The first Camaro built is owned by 18 year-old Logan Lawson of Hutchinson, Kansas. Lawson found the car online in Oklahoma when he was in the seventh grade. His father inspected the car and completed the purchase. Over the next five years, father and son completed extensive research on this and the 52 other pilot prototypes and returned the Camaro to its launch day debut specifications.
From 1966 to 2011, the car passed through several owners and dealerships with the distinction of being a very early Camaro, possibly even the first. It was built up as a drag racer before Lawson purchased the car.
Author Phillip Borris helped confirm the Norwood, Ohio pilot production build records and researcher Jamie Schwartz contacted the families of the prior owners to fill in the history.
About VIN 123377N100001
The first Camaro built was completed at the GM Assembly Plant in Norwood, Ohio on May 21, 1966. It was the first of 52 pilot prototypes produced, 49 at Norwood and three more produced in Los Angeles. The car is a base model with the 140 hp 230 ci. inline 6-cylinder engine. The seat belts, wheel covers and whitewall tires were the options present on the first Camaro built. Base price for the new Camaro: $2,466.
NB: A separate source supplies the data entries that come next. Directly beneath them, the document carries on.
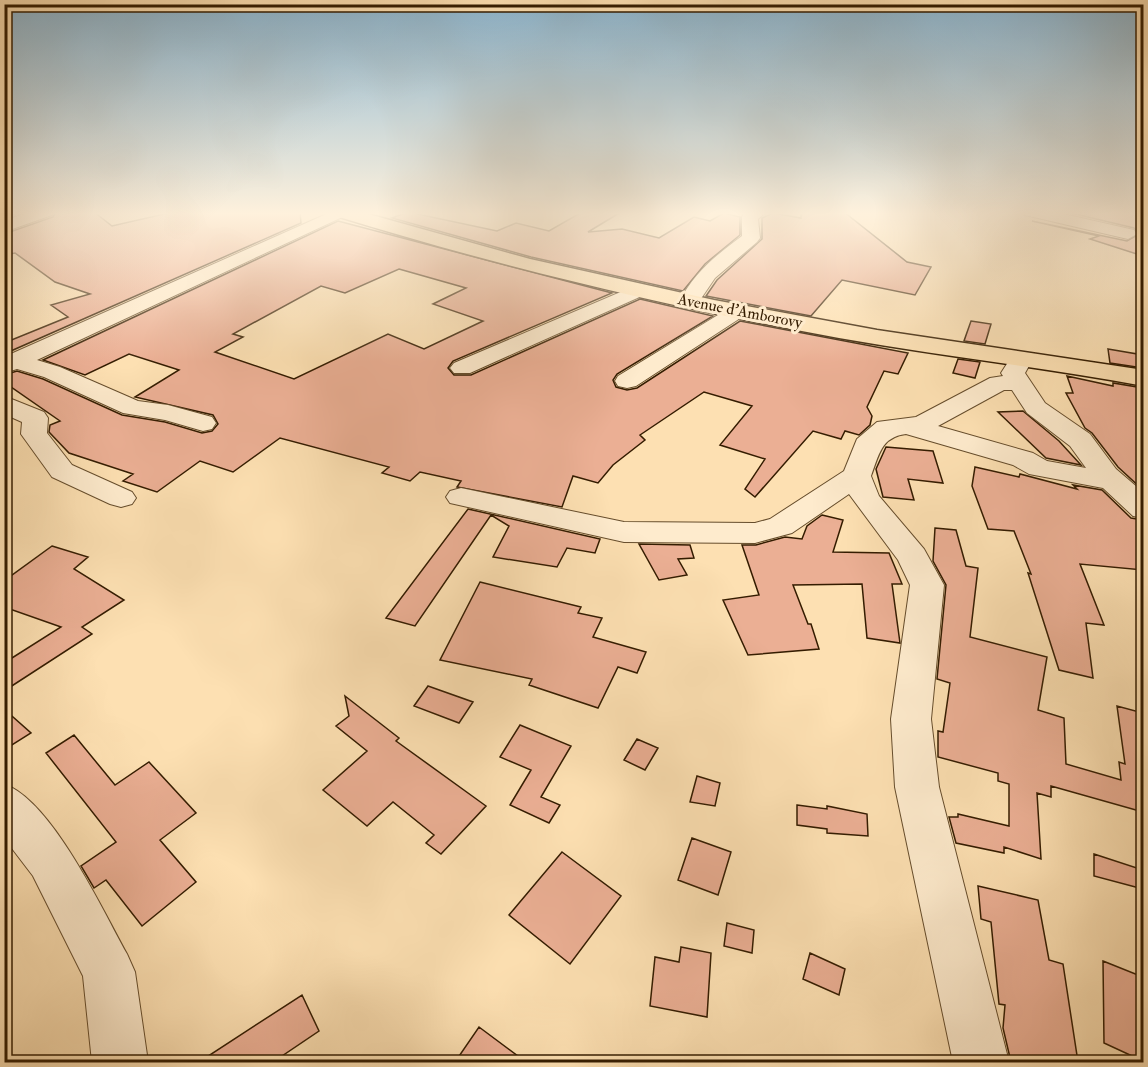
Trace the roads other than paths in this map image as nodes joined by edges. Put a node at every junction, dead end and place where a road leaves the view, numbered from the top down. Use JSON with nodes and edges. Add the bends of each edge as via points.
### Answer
{"nodes":[{"id":1,"x":235,"y":262,"type":"edge"},
{"id":2,"x":520,"y":262,"type":"edge"},
{"id":3,"x":720,"y":262,"type":"edge"},
{"id":4,"x":638,"y":291,"type":"junction"},
{"id":5,"x":689,"y":302,"type":"junction"},
{"id":6,"x":738,"y":311,"type":"junction"},
{"id":7,"x":10,"y":363,"type":"edge"},
{"id":8,"x":462,"y":368,"type":"dead end"},
{"id":9,"x":1020,"y":369,"type":"junction"},
{"id":10,"x":1143,"y":378,"type":"edge"},
{"id":11,"x":627,"y":381,"type":"dead end"},
{"id":12,"x":4,"y":404,"type":"edge"},
{"id":13,"x":203,"y":423,"type":"dead end"},
{"id":14,"x":908,"y":426,"type":"junction"},
{"id":15,"x":856,"y":476,"type":"junction"},
{"id":16,"x":1113,"y":482,"type":"junction"},
{"id":17,"x":461,"y":497,"type":"dead end"},
{"id":18,"x":121,"y":498,"type":"dead end"},
{"id":19,"x":1143,"y":509,"type":"edge"},
{"id":20,"x":4,"y":803,"type":"edge"},
{"id":21,"x":120,"y":1062,"type":"edge"},
{"id":22,"x":981,"y":1062,"type":"edge"}],
"edges":[{"from":1,"to":7,"type":"street"},
{"from":2,"to":4,"type":"main road","name":"Avenue d'Amborovy"},
{"from":3,"to":5,"type":"street","via":[[697,284]]},
{"from":4,"to":5,"type":"main road","name":"Avenue d'Amborovy"},
{"from":4,"to":8,"type":"street"},
{"from":5,"to":6,"type":"main road","name":"Avenue d'Amborovy"},
{"from":6,"to":9,"type":"main road","name":"Avenue d'Amborovy"},
{"from":6,"to":11,"type":"street"},
{"from":7,"to":13,"type":"street","via":[[52,372],[132,408]]},
{"from":9,"to":10,"type":"main road","name":"Avenue d'Amborovy"},
{"from":9,"to":14,"type":"street","via":[[922,424]]},
{"from":9,"to":16,"type":"street","via":[[1036,408],[1080,440]]},
{"from":12,"to":18,"type":"street","via":[[35,418],[34,434],[62,471]]},
{"from":14,"to":15,"type":"street","via":[[886,428],[872,439]]},
{"from":14,"to":16,"type":"street","via":[[1023,459],[1039,468]]},
{"from":15,"to":17,"type":"street","via":[[781,526],[755,533],[624,532]]},
{"from":15,"to":22,"type":"street","via":[[865,498],[912,556],[927,585],[911,719],[917,787]]},
{"from":16,"to":19,"type":"street"},
{"from":20,"to":21,"type":"street","via":[[50,861],[108,972]]}]}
Here is a flashback from a period advertisement of how Chevrolet marketed the three versions of the Camaro.
Camaro-about-town. The sport coupe. Buckets. Carpeting. Fully-synchronized 3-speed. Very civilized Six. Safety features like dual master cylinder brake system with warning light. Especially nice for wife-types.
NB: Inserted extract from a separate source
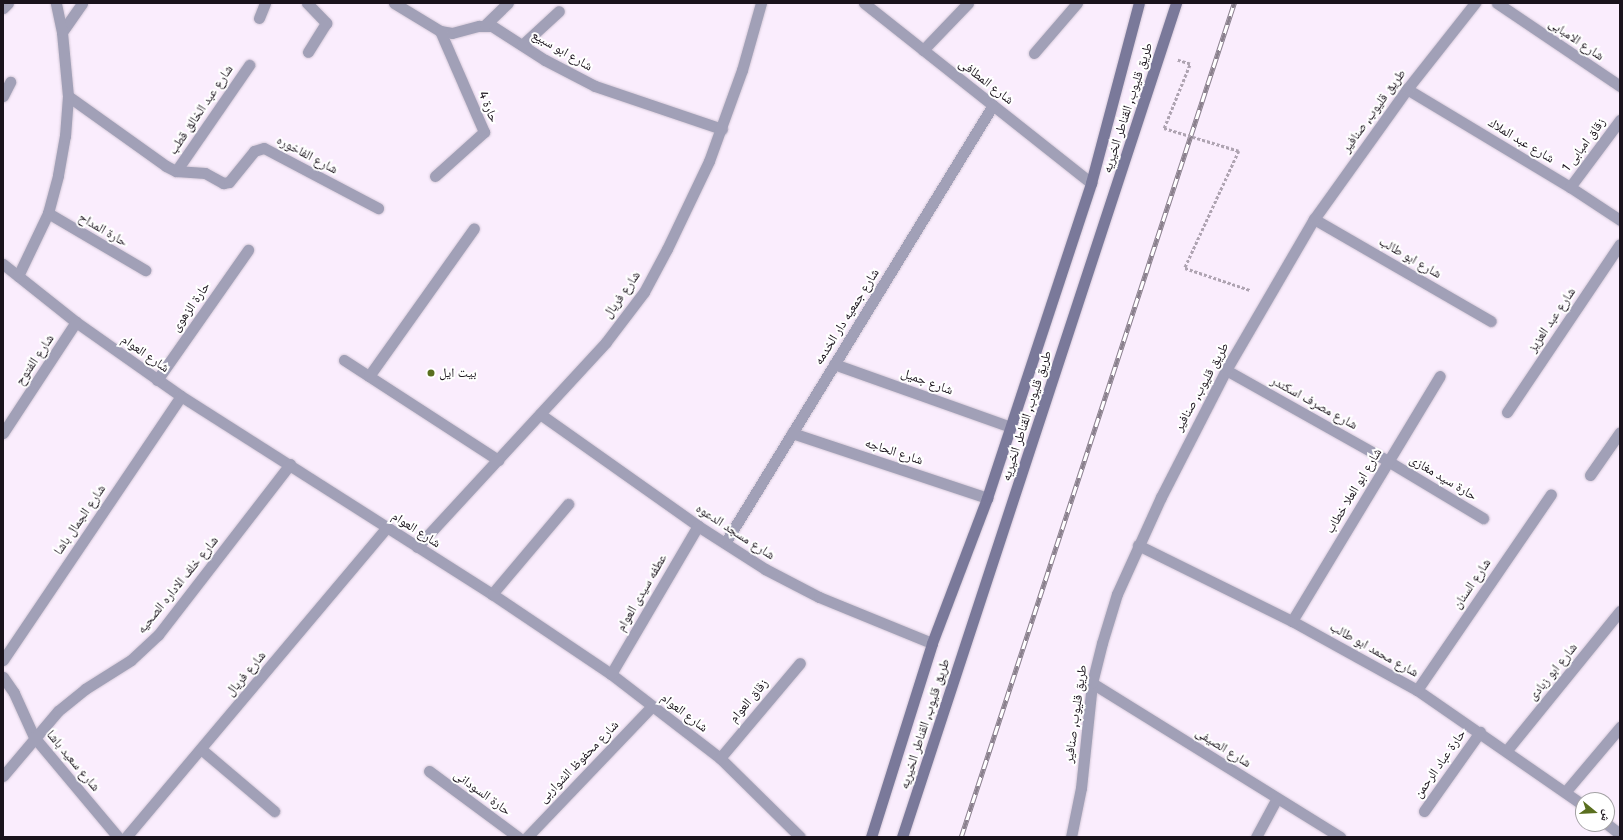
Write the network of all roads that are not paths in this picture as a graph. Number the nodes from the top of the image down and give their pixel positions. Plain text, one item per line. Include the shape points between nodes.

Country-club-Camaro. Rally Sport with hideaway headlights and standard V8, 210 hp. Add custom interior, Powerglide, console, wheel covers, vinyl roof cover, stereo tape system. Decorate right front seat suitably.
Camaro the Magnificent. SS Convertible, now available with 396 cu. in. 325 hp! Bulging hood, striped nose, red stripe tires all come. You order the 4-speed, front disc brakes. Positraction and such. At your Chevrolet dealers.
Ford spent years teasing the public with show cars and concepts that hinted at the anticipated Mustang. GM, by contrast, revealed nothing about the Camaro until the car’s name announcement on June 9, 1966, which meant “comrade or pal” according to GM. The formal Detroit launch took place in August 1966. Dealers had cars within a month.
During the 1960s, General Motors would often launch a production line with the first car painted gold. This was probably the case for the first Camaro built with the order for special “show paint” in Granada Gold with gold vinyl seats and gold carpeting. Six generations of Camaros are proof it was lucky.
Camaro Makes Podium
The Camaro is popular, but just how popular? With over more than one-million collector car vehicles insured in the United States, Hagerty ranks the Camaro third in overall popularity. The most popular collector car is the Chevrolet Corvette followed by the Ford Mustang.